» Records for this exercise:
▽

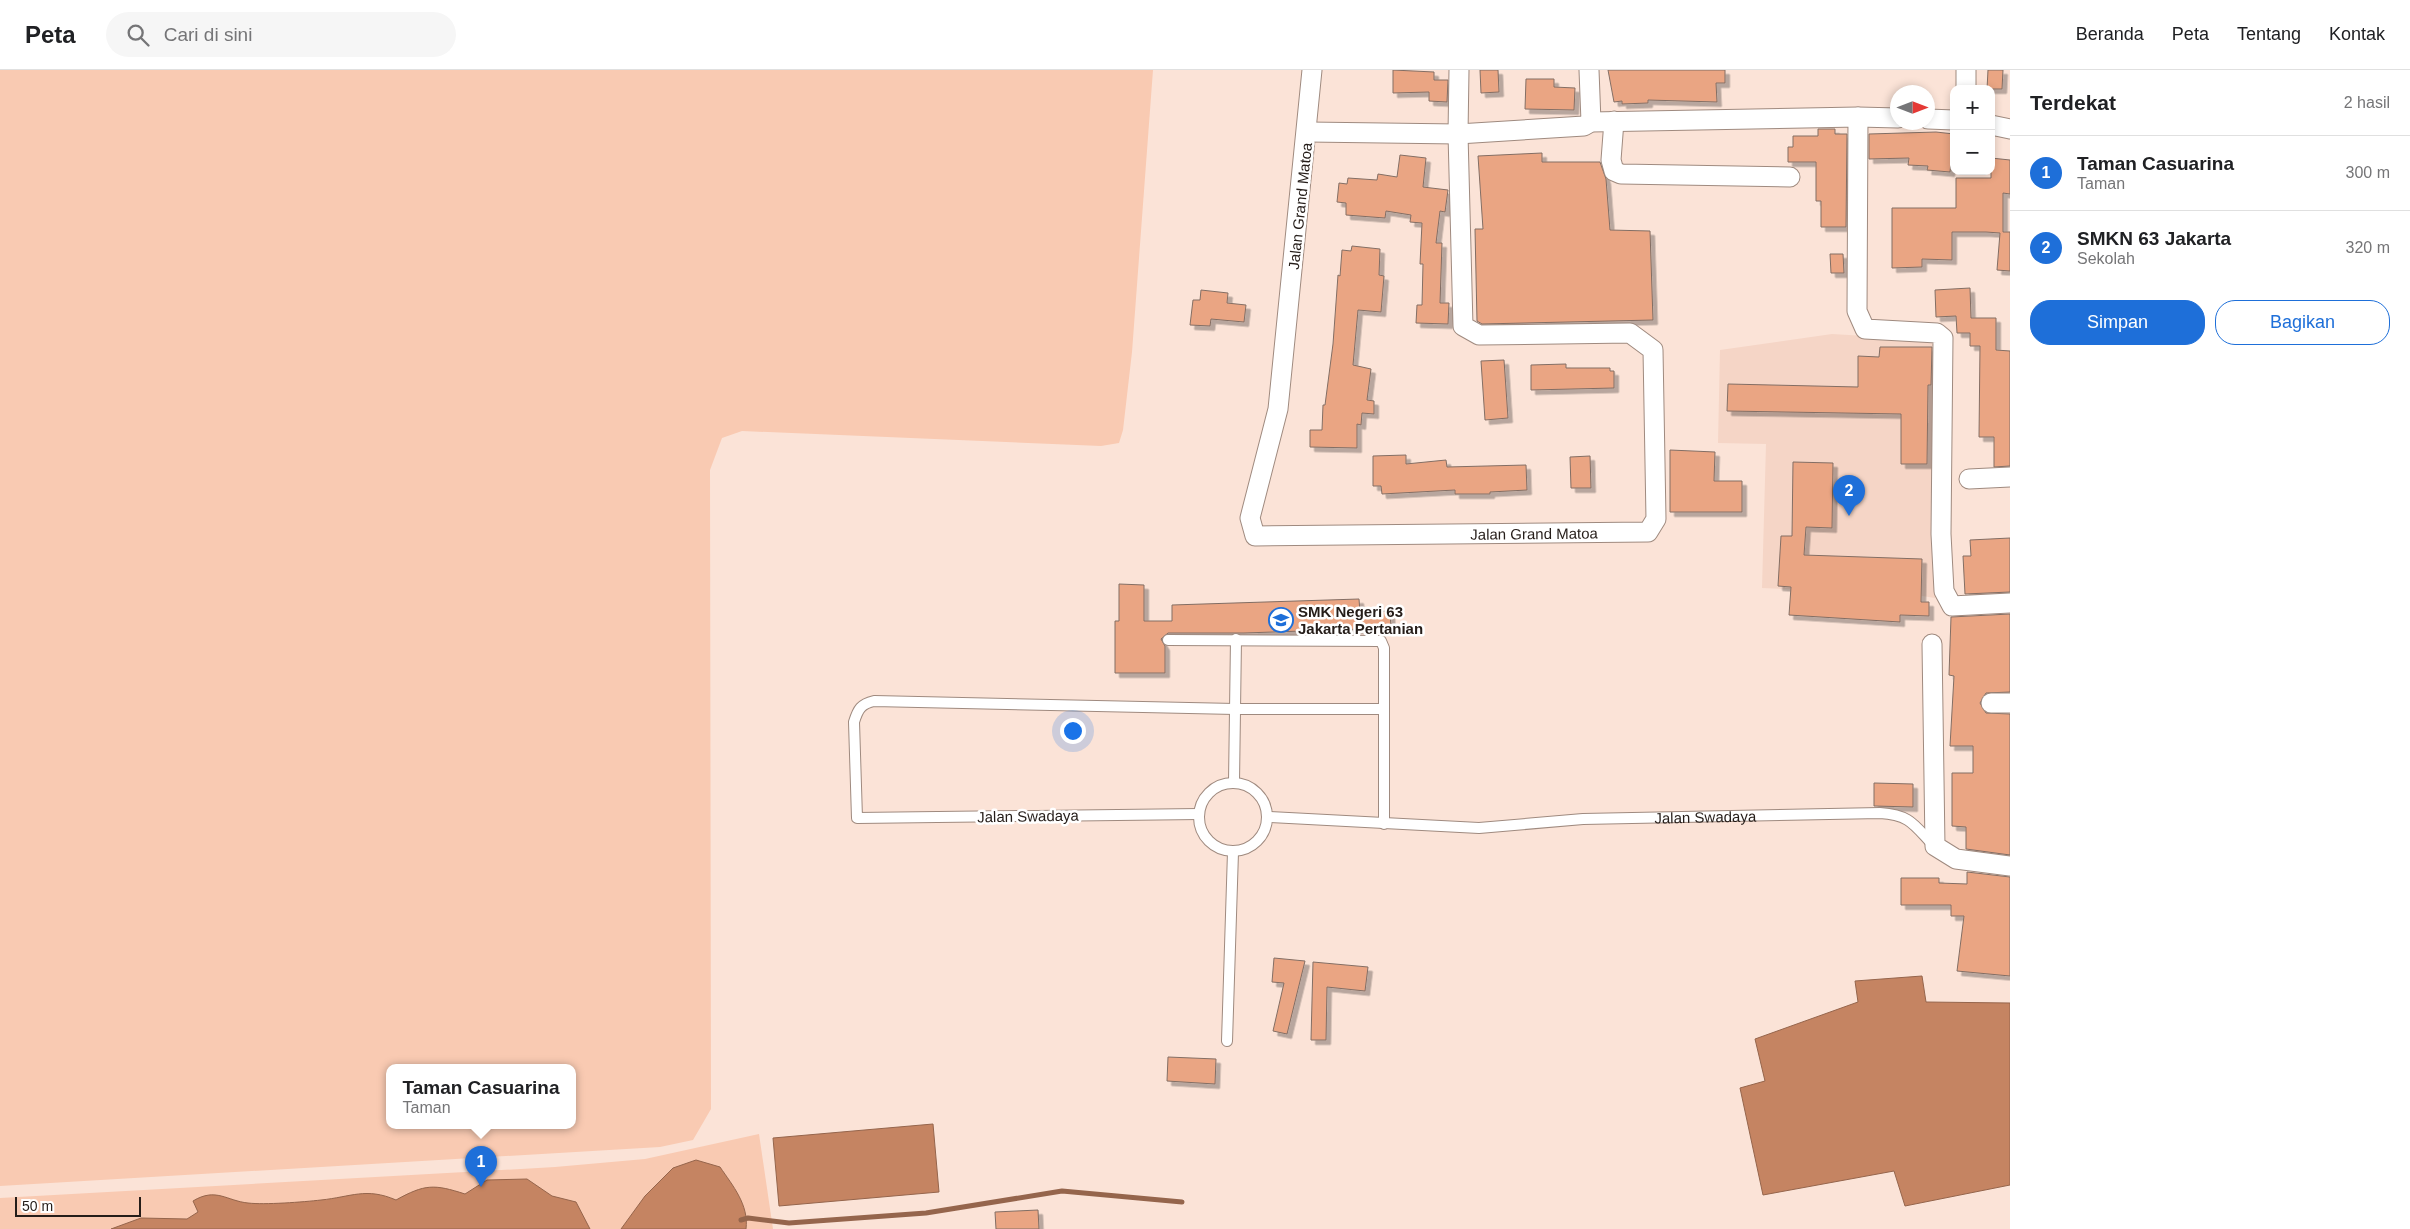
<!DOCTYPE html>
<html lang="id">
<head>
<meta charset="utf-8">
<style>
  body { margin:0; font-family:Helvetica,sans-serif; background:#f6f6f6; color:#202124 }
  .controls { position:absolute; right:15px; top:15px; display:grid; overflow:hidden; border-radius:10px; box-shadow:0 2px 8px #0003 }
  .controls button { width:45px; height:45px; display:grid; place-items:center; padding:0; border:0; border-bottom:1px solid #e0e0e0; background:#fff; color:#202124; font:25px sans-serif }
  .compass { position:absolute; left:1890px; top:15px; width:45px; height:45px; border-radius:50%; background:#fff; box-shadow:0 2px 8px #0003; rotate:90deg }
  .scale { position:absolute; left:15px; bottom:12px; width:126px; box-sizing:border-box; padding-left:5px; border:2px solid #251d19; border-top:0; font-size:14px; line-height:18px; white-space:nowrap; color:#251d19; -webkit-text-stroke:4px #fff; paint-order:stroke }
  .you { position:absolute; left:1072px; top:660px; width:18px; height:18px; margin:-12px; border:4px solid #fff; border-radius:50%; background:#1a73e8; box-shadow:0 0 0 8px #1a73e833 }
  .badge { display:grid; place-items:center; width:32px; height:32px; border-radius:50%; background:#1e6fd9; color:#fff; font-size:16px; font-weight:700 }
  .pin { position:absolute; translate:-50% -41px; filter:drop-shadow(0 1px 2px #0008) }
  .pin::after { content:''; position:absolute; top:26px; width:18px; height:15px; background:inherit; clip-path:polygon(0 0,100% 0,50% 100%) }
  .popup { position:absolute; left:386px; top:994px; width:190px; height:65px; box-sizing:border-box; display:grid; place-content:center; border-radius:10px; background:#fff; filter:drop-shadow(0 1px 4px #0005); font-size:16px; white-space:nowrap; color:#757577 }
  .popup b { font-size:19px; color:#202124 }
  .popup::after { content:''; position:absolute; left:50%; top:100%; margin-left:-10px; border:10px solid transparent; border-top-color:#fff }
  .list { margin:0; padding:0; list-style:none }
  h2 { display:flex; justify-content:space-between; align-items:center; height:65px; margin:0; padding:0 20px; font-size:21px }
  h2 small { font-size:16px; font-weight:400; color:#757577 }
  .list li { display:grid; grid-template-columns:32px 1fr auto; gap:15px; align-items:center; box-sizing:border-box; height:75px; padding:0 20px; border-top:1px solid #e0e0e0 }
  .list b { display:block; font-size:19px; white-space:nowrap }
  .list p { margin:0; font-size:16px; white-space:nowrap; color:#757577 }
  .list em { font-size:16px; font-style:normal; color:#757577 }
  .actions { display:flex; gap:10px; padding:15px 20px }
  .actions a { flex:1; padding:11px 0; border:1px solid #1e6fd9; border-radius:20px; text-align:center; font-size:18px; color:#1e6fd9 }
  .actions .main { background:#1e6fd9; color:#fff }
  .icon { flex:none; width:28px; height:28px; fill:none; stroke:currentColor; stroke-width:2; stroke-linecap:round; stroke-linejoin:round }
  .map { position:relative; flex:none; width:2010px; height:1159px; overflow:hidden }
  header { display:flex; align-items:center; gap:30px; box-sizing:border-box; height:70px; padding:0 25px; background:#fff; border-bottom:1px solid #e0e0e0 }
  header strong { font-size:24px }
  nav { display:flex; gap:28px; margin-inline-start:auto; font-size:18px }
  .search { width:350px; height:45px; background:#f6f6f6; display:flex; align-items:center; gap:12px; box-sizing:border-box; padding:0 18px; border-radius:28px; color:#757577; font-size:19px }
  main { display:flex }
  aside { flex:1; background:#fff }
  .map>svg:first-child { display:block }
  .built { fill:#f5d5c6 }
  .green { fill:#f9cab2; fill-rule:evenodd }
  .water { fill:#c58462; stroke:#95654c }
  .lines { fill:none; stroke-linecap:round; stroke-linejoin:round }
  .stream { stroke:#95654c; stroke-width:5 }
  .building { fill:#eaa583; stroke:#836e64; filter:url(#shadow) }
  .service-casing { stroke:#9f8a7f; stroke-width:12 }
  .minor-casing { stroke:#9f8a7f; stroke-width:21 }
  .service { stroke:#fff; stroke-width:10 }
  .minor { stroke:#fff; stroke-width:19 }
  .labels { text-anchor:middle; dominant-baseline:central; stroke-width:5; stroke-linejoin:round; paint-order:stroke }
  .street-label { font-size:15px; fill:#251d19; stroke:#fff }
  .poi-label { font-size:15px; font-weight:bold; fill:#251d19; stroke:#fff; text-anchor:start }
</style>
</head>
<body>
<header>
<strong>Peta</strong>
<div class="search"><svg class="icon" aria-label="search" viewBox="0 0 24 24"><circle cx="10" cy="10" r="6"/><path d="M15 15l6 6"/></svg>Cari di sini</div>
<nav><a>Beranda</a><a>Peta</a><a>Tentang</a><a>Kontak</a></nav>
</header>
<main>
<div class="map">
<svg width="2010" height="1159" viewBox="0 0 2010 1159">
  <defs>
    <filter id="shadow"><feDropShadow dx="4.5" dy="4.5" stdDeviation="0" flood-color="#0004"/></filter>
  </defs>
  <rect width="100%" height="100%" fill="#fbe3d7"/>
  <!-- built -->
  <polygon class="built" points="1832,264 1932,270 1935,528 1916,525 1762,518 1766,374 1718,373 1720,280"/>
  <!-- green -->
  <g class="green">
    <path d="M0,0H1153L1132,282L1123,360L1119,373L1101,376L742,361L722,368L710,400L711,1039L693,1070L660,1077L0,1116ZM390,998H572V1056H390Z"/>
    <polygon points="759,1064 773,1159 0,1159 0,1128 555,1097 645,1089"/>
  </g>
  <!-- water -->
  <g class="water">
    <polygon points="1922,906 1926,932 2010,933 2010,1115 1905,1136 1894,1101 1763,1125 1740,1018 1765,1011 1755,969 1858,932 1855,911"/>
    <polygon points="933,1054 939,1122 779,1136 773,1068"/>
    <path d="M696,1090L720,1097C733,1116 749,1135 746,1159H621L645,1126L673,1098Z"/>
    <path d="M527,1109L552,1126L576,1132L590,1159H111L141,1148L187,1149L198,1142L193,1131C216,1117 227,1131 248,1133C264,1135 304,1132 321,1130C351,1127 366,1117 396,1130C425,1114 434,1114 465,1124L487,1110Z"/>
  </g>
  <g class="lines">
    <!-- stream -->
    <polyline class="stream" points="741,1150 748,1148 789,1153 926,1143 1062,1121 1182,1132"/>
  </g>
  <!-- building -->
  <g class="building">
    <polygon points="1393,0 1434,2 1434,10 1448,10 1447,32 1429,31 1429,22 1393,23"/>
    <polygon points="1480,0 1498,0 1499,22 1481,23"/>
    <polygon points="1608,0 1725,0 1725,13 1716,13 1717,32 1648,30 1648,33 1622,34 1622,31 1614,32"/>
    <polygon points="1988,0 2003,0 2002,19 1987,19"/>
    <polygon points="1526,9 1554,9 1554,17 1575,18 1574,40 1525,39"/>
    <polygon points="1818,59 1835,59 1835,64 1847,64 1846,157 1821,157 1821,131 1816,131 1816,92 1788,92 1788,77 1793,77 1793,66 1818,66"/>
    <polygon points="1936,62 1954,64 1950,102 1927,100 1928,96 1908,95 1909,88 1869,89 1869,64"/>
    <polygon points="1542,83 1542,92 1600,92 1606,109 1610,160 1650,161 1653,250 1482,254 1477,251 1475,159 1483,159 1478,86"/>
    <polygon points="1400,85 1426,88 1423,117 1448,120 1445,142 1440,141 1436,173 1442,173 1440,233 1449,233 1448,254 1416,253 1417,235 1422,235 1423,194 1420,194 1422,153 1410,152 1411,145 1386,141 1385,148 1346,145 1346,133 1337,132 1339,113 1347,114 1348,108 1377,110 1378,104 1397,107"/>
    <polygon points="1991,88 2010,90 2010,124 2003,123 2003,162 2010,162 2010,201 1997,200 2000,163 1986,162 1952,162 1952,190 1922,189 1922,197 1892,198 1892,138 1956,138 1956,108 1991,108"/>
    <polygon points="1352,176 1380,179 1379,205 1384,206 1381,242 1358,240 1353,295 1371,299 1367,330 1374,331 1374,344 1362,343 1361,355 1357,354 1357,378 1310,377 1310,360 1322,360 1323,335 1325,335 1333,274 1338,205 1340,206 1342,180 1351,181"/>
    <polygon points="1830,184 1843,184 1844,203 1831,203"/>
    <polygon points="1970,218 1971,248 1996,248 1996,280 2010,281 2010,396 1994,397 1994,367 1979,367 1980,276 1970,276 1970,263 1957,263 1956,246 1936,247 1935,220"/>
    <polygon points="1201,220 1228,223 1227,233 1246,235 1244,252 1211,249 1210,256 1190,255 1193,230 1200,230"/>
    <polygon points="1880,277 1932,277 1931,315 1928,315 1927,394 1901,394 1901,344 1727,341 1728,314 1858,317 1858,286 1879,287"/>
    <polygon points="1504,290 1508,348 1485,350 1481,291"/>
    <polygon points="1566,294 1566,298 1610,298 1610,301 1614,301 1614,318 1531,320 1531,295"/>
    <polygon points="1670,380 1715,382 1714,411 1742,411 1742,442 1670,442"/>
    <polygon points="1406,385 1406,394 1446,390 1447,397 1526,395 1527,420 1490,422 1490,424 1455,424 1455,420 1382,424 1381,416 1373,416 1373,386"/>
    <polygon points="1590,386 1591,418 1571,418 1570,387"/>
    <polygon points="1793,392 1833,393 1832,458 1806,457 1804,485 1922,489 1921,532 1929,532 1929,546 1900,545 1900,552 1789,545 1791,517 1778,516 1781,466 1792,466"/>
    <polygon points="2010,468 2010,522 1965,524 1963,486 1971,486 1970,470"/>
    <polygon points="1119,514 1144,515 1144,551 1172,551 1172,535 1359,529 1360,542 1390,541 1391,558 1244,563 1168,563 1161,569 1165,576 1165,603 1115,603 1115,551 1119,551"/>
    <polygon points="2010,544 2010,622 1986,623 1980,633 1986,643 2010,644 2010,785 1966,779 1966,757 1952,756 1952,703 1973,703 1973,676 1950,676 1954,606 1949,605 1951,547"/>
    <polygon points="1874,713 1913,714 1913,737 1874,736"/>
    <polygon points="1967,802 2010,807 2010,906 1957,901 1964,846 1951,846 1951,835 1901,835 1901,808 1939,808 1939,813 1967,814"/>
    <polygon points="1274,888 1305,891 1287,964 1273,961 1284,913 1272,912"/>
    <polygon points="1313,892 1368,897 1365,921 1327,917 1326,970 1311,970"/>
    <polygon points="1168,987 1216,989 1215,1014 1167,1011"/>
    <polygon points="1038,1140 1039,1159 996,1159 995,1142"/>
  </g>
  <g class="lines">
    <defs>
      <g id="service">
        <polyline points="1168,570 1381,571 1384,578 1384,754"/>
        <polyline points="1234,712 1236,569"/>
        <circle cx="1233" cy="747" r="34"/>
        <path d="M1199,744L857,748L854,652C858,639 861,634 874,631L1235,639H1384"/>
        <path id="s1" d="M1268,747L1479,758L1583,749L1880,743C1911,745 1914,755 1934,776"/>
        <polyline points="1227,971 1233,782"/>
      </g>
      <g id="minor">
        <path id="s2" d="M1312,0L1278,339L1250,448L1255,466L1648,462L1656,449L1653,280L1630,263L1479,265L1463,256L1458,64L1459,0"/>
        <polyline points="1589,0 1591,52"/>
        <polyline points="1966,19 1966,0"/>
        <polyline points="1858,47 1857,241 1865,259 1937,263 1943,268 1941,464 1944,521 1952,536 2010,533"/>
        <polyline points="1928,49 1954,50"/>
        <polyline points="1614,51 1611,90 1614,101 1621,104 1790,107"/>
        <polyline points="1991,55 2010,59"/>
        <polyline points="1308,62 1458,64 1584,56 1591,52 1858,47 1898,48"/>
        <polyline points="1969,409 2010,407"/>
        <polyline points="1932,574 1935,776 1956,789 2010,796"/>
        <polyline points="1991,633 2010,633"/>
      </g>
    </defs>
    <!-- service casing -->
    <use href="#service" class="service-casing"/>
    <!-- minor casing -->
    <use href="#minor" class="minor-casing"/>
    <!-- service -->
    <use href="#service" class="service"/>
    <!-- minor -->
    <use href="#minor" class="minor"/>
  </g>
  <!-- icons -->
  <defs>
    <symbol id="school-ring" viewBox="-11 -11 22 22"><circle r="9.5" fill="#fff" stroke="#1e6fd9" stroke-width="1.5"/><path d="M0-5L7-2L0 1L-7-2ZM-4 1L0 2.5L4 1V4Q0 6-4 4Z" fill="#1e6fd9"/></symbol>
  </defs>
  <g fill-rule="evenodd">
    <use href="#school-ring" x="1267" y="536" width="28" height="28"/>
  </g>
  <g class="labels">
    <!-- street labels -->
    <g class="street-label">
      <text transform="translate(1300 136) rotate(-84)">Jalan Grand Matoa</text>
      <text stroke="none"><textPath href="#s2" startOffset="751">Jalan Grand Matoa</textPath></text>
      <text transform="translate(1028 746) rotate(-1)">Jalan Swadaya</text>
      <text stroke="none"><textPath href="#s1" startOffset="438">Jalan Swadaya</textPath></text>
    </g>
    <!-- poi labels -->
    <g class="poi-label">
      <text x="1298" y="541">SMK Negeri 63<tspan x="1298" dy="17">Jakarta Pertanian</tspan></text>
    </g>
  </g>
</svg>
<div class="controls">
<button>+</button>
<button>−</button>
</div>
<svg class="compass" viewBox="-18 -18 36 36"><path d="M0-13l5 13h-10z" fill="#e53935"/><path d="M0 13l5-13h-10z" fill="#757577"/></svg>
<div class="scale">50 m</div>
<div class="you"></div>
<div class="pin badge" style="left:481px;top:1117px">1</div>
<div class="popup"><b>Taman Casuarina</b>Taman</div>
<div class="pin badge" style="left:1849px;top:446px">2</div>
</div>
<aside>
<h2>Terdekat<small>2 hasil</small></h2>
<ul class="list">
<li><span class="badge">1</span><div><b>Taman Casuarina</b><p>Taman</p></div><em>300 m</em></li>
<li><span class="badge">2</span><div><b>SMKN 63 Jakarta</b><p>Sekolah</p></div><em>320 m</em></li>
</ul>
<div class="actions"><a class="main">Simpan</a><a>Bagikan</a></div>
</aside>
</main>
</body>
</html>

△

» Problem requirements:
Repeat the line that contains "<!-- service -->", then every line after it until the records end, with nothing added.

» Answer below:
    <!-- service -->
    <use href="#service" class="service"/>
    <!-- minor -->
    <use href="#minor" class="minor"/>
  </g>
  <!-- icons -->
  <defs>
    <symbol id="school-ring" viewBox="-11 -11 22 22"><circle r="9.5" fill="#fff" stroke="#1e6fd9" stroke-width="1.5"/><path d="M0-5L7-2L0 1L-7-2ZM-4 1L0 2.5L4 1V4Q0 6-4 4Z" fill="#1e6fd9"/></symbol>
  </defs>
  <g fill-rule="evenodd">
    <use href="#school-ring" x="1267" y="536" width="28" height="28"/>
  </g>
  <g class="labels">
    <!-- street labels -->
    <g class="street-label">
      <text transform="translate(1300 136) rotate(-84)">Jalan Grand Matoa</text>
      <text stroke="none"><textPath href="#s2" startOffset="751">Jalan Grand Matoa</textPath></text>
      <text transform="translate(1028 746) rotate(-1)">Jalan Swadaya</text>
      <text stroke="none"><textPath href="#s1" startOffset="438">Jalan Swadaya</textPath></text>
    </g>
    <!-- poi labels -->
    <g class="poi-label">
      <text x="1298" y="541">SMK Negeri 63<tspan x="1298" dy="17">Jakarta Pertanian</tspan></text>
    </g>
  </g>
</svg>
<div class="controls">
<button>+</button>
<button>−</button>
</div>
<svg class="compass" viewBox="-18 -18 36 36"><path d="M0-13l5 13h-10z" fill="#e53935"/><path d="M0 13l5-13h-10z" fill="#757577"/></svg>
<div class="scale">50 m</div>
<div class="you"></div>
<div class="pin badge" style="left:481px;top:1117px">1</div>
<div class="popup"><b>Taman Casuarina</b>Taman</div>
<div class="pin badge" style="left:1849px;top:446px">2</div>
</div>
<aside>
<h2>Terdekat<small>2 hasil</small></h2>
<ul class="list">
<li><span class="badge">1</span><div><b>Taman Casuarina</b><p>Taman</p></div><em>300 m</em></li>
<li><span class="badge">2</span><div><b>SMKN 63 Jakarta</b><p>Sekolah</p></div><em>320 m</em></li>
</ul>
<div class="actions"><a class="main">Simpan</a><a>Bagikan</a></div>
</aside>
</main>
</body>
</html>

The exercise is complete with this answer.